UN SENSO DI INADEGUATEZZA

17 dicembre 2005 | Franco Bonaviri

E’ Natale, bisogna essere tutti più buoni, è vero. Occorre lasciarsi trasportare dal lieto evento per rinascere dentro, puliti e spogli da scorie, da rabbie e insoddisfazioni.

A Natale lo sforzo va fatto, è anche una necessità interiore di silenzio che il nostro essere al mondo richiede, anzi: reclama.

Eppure non si può sospendere totalmente la nostra capacità di vigilare e prestare attenzione a ciò che accade intorno a noi.

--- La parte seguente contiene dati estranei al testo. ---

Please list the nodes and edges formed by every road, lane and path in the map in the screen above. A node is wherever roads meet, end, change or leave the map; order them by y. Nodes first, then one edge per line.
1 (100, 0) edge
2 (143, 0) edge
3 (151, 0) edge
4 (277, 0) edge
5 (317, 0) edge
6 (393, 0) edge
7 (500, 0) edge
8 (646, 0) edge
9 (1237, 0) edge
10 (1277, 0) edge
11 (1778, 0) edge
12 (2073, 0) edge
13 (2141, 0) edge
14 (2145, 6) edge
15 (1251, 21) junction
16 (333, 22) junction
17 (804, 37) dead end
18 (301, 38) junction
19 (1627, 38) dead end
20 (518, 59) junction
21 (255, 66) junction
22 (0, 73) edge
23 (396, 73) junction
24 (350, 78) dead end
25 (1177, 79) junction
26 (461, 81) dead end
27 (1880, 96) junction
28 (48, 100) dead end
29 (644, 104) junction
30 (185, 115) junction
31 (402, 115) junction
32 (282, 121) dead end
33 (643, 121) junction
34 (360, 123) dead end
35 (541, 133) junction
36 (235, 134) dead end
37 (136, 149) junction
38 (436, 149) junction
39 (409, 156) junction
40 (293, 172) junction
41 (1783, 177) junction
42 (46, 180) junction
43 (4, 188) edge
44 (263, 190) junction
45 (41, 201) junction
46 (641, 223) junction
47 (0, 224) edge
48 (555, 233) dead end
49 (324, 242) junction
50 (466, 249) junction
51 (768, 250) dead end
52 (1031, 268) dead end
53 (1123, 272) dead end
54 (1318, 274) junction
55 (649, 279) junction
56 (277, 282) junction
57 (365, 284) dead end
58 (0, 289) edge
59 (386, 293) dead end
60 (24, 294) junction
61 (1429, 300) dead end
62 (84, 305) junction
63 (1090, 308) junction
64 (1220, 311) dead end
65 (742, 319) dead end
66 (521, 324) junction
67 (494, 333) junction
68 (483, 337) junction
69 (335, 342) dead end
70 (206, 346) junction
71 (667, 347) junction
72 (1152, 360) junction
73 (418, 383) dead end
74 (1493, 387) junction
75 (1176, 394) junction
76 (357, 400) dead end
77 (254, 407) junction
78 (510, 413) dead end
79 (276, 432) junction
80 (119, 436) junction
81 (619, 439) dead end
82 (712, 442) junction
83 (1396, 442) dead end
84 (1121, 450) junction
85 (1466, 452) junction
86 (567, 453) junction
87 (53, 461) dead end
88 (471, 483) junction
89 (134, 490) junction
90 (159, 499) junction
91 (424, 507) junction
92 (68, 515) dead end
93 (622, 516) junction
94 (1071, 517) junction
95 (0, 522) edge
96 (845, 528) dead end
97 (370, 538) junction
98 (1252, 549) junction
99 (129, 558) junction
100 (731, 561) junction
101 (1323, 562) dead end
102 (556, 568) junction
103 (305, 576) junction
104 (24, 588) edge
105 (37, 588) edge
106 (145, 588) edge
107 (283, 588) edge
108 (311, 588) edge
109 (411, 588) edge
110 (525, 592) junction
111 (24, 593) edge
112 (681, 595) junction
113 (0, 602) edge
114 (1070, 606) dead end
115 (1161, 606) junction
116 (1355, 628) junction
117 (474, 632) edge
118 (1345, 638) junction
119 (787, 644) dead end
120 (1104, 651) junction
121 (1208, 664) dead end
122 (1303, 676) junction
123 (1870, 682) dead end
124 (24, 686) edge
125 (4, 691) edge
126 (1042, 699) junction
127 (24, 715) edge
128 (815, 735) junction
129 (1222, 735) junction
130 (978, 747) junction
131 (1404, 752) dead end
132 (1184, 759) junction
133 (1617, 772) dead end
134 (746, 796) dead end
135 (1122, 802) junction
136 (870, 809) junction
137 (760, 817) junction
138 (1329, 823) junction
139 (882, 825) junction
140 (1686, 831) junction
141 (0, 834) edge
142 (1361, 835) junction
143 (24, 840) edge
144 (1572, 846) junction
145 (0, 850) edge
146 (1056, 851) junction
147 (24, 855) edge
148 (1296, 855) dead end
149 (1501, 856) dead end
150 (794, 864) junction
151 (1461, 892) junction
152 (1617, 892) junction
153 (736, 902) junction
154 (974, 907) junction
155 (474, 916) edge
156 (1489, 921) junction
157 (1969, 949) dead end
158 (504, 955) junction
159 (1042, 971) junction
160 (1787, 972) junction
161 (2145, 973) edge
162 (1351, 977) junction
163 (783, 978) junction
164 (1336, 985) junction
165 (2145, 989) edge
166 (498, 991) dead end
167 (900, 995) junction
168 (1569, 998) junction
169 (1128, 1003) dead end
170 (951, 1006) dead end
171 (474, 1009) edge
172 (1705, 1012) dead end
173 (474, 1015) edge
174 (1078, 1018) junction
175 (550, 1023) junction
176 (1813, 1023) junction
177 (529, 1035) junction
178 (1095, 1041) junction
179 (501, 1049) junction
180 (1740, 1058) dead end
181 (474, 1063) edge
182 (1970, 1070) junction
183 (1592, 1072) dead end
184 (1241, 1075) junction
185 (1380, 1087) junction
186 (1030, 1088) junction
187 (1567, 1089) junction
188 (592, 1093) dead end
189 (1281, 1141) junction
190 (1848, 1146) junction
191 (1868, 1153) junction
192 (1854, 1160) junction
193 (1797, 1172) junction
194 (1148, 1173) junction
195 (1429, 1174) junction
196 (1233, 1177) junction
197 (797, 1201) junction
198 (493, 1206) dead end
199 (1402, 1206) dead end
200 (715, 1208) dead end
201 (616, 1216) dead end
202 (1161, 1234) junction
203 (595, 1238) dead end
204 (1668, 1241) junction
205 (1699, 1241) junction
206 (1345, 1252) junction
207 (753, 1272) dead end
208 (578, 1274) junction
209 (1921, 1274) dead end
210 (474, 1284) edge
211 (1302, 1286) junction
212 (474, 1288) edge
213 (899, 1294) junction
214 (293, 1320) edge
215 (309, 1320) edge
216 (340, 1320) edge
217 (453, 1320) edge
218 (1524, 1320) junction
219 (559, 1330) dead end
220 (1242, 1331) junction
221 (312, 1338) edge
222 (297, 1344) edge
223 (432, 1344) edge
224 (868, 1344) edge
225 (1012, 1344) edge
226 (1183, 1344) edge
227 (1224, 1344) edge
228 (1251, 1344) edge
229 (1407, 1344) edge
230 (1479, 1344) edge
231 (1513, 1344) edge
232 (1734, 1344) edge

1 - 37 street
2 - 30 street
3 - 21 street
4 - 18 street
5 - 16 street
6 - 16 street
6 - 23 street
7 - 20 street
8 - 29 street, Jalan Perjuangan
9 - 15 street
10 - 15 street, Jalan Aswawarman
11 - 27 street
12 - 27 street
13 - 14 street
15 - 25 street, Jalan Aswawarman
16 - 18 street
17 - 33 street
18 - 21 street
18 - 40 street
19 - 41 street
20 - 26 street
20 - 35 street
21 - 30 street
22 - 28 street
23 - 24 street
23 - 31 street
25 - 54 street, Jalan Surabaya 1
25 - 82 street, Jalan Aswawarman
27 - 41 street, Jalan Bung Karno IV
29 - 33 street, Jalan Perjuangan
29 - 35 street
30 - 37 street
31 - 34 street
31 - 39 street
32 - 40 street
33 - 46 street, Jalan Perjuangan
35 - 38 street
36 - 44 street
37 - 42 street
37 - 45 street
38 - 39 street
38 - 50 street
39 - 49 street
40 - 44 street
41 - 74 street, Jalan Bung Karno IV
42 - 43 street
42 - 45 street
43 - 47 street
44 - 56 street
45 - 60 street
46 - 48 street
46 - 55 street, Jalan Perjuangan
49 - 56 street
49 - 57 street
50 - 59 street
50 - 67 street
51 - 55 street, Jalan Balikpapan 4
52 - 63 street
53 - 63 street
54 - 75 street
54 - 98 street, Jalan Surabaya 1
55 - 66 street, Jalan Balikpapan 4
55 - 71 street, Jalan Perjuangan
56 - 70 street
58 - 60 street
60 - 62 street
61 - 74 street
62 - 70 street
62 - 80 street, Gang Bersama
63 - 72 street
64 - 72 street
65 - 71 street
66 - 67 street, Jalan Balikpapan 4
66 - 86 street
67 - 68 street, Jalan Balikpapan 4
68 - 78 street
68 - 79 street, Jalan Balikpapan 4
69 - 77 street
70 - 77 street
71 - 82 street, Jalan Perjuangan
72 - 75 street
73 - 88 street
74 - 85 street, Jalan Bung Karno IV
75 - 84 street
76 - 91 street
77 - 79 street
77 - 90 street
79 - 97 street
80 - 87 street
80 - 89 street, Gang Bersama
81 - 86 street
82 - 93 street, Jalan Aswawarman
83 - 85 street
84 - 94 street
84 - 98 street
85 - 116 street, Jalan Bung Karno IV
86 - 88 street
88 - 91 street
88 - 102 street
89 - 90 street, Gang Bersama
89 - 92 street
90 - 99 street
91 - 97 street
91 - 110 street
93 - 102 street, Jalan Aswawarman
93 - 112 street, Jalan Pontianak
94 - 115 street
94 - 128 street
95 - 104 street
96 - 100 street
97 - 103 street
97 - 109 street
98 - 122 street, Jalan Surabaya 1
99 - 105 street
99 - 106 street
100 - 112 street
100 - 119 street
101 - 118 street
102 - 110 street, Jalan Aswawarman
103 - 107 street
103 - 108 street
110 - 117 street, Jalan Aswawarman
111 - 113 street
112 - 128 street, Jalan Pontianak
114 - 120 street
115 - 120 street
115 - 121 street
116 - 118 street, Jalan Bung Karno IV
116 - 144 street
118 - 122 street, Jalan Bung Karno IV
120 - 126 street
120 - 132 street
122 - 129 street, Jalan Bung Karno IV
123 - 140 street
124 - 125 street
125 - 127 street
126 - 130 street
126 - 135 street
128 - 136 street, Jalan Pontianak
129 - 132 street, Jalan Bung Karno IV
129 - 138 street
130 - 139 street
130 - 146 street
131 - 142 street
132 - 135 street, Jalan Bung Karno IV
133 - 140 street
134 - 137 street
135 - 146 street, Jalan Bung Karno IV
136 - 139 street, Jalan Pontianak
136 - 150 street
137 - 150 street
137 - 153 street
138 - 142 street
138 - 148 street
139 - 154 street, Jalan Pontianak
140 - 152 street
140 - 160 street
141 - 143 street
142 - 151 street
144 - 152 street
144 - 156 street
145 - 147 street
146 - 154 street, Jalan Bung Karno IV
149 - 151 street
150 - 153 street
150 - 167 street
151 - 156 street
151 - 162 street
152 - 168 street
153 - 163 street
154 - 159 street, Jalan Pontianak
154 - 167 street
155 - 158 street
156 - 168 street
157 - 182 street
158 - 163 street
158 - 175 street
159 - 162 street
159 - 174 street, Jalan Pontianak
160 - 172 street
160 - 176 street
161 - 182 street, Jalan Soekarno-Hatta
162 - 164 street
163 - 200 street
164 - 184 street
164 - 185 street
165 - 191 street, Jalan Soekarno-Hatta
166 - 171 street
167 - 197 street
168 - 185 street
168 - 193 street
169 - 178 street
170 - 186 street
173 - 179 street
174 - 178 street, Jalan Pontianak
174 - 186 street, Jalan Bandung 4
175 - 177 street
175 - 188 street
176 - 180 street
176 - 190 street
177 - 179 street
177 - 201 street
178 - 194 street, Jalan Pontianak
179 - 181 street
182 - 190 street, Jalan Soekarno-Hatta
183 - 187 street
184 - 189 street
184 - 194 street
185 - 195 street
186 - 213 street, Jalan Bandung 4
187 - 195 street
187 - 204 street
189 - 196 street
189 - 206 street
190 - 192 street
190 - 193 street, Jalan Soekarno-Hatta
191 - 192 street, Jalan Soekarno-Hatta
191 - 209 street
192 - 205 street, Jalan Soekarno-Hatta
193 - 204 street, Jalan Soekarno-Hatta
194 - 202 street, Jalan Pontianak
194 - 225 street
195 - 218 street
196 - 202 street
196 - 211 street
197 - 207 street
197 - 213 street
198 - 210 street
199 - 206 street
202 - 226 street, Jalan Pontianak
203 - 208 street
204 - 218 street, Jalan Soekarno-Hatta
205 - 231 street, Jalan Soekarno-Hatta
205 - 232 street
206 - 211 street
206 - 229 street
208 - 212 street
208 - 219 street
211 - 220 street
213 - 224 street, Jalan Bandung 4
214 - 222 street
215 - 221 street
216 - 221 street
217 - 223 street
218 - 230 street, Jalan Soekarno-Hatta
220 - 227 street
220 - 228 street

La nostra mente non è più in grado di fare una pausa, e pensa, si agita in continuazione.

Pensa, per esempio, ai problemi del Paese, alle paure per i rischi, mai del tutto sopiti, di possibili attacchi terroristici anche nei luoghi a noi più vicini, sotto casa.

Pensa, questa mente che mai vuole cedere, a ciò che di buffo e di stravagante accade nella quotidianità: all’esuberanza sfacciata delle TV, alle inconsistenze di certi modelli trasmessi dai media.

Pensa, soprattutto, ai tanti elementi di grottesco che caratterizzano il comparto agroalimentare, uno tra tutti: la magra figura di Sicilia e Campania nel promuovere i propri prodotti tipici a New York.

Una figuraccia terribile, a ben pensarci. Cosa accade?
Nello stesso giorno, il 12 dicembre scorso, il made in Italy alimentare è stato proposto all’attenzione della grande America con due eventi analoghi collocati in due distinte sedi, alla presenza dei rispettivi governatori.

Antonio Bassolino, presidente della Regione Campania, con i suoi al Rockfeller Center.
Totò Cuffaro, presidente della Regione Sicilia, con i suoi all’Empire State Building.

Cosa è accaduto in certi casi?
E’ accaduto che gli invitati sono sempre gli stessi, autorità, buyer, giornalisti, e avranno fatto la spola da un luogo all’altro.
E’ accaduto che di certo i soldi spesi sono tanti, anzi tantissimi, ma non si sa bene con quali risultati.

E allora, che dire, visto che il Natale ci rende tutti più buoni, almeno per convenzione?
Diciamo che sopraggiunge in noi un senso di tristezza per tutto ciò che accade.
Diciamo che il Natale può costringerci ad essere più buoni, è vero, ma la nostra mente resta sempre vigile. E ciò che accade nessuno può cancellarlo.

C’è un senso di inadeguatezza che coinvolge la nostra classe politica...
C’è un senso di inadeguatezza che coinvolge i cittadini...
C’è un senso di inadeguatezza generale che lascia senza parole.

Questo Natale sarà come al solito il Natale di sempre, ma sarà vissuto con la consapevolezza di trovarci di fronte a un a società civile che sta scomparendo.

Esistono corpi senz’anima in una società che conosce una lenta e inesorabile decadenza morale e civile.
E Natale sia, ma con poche speranze di rinascita interiore e sociale. Non illudiamoci. Dobbiamo prenderne atto.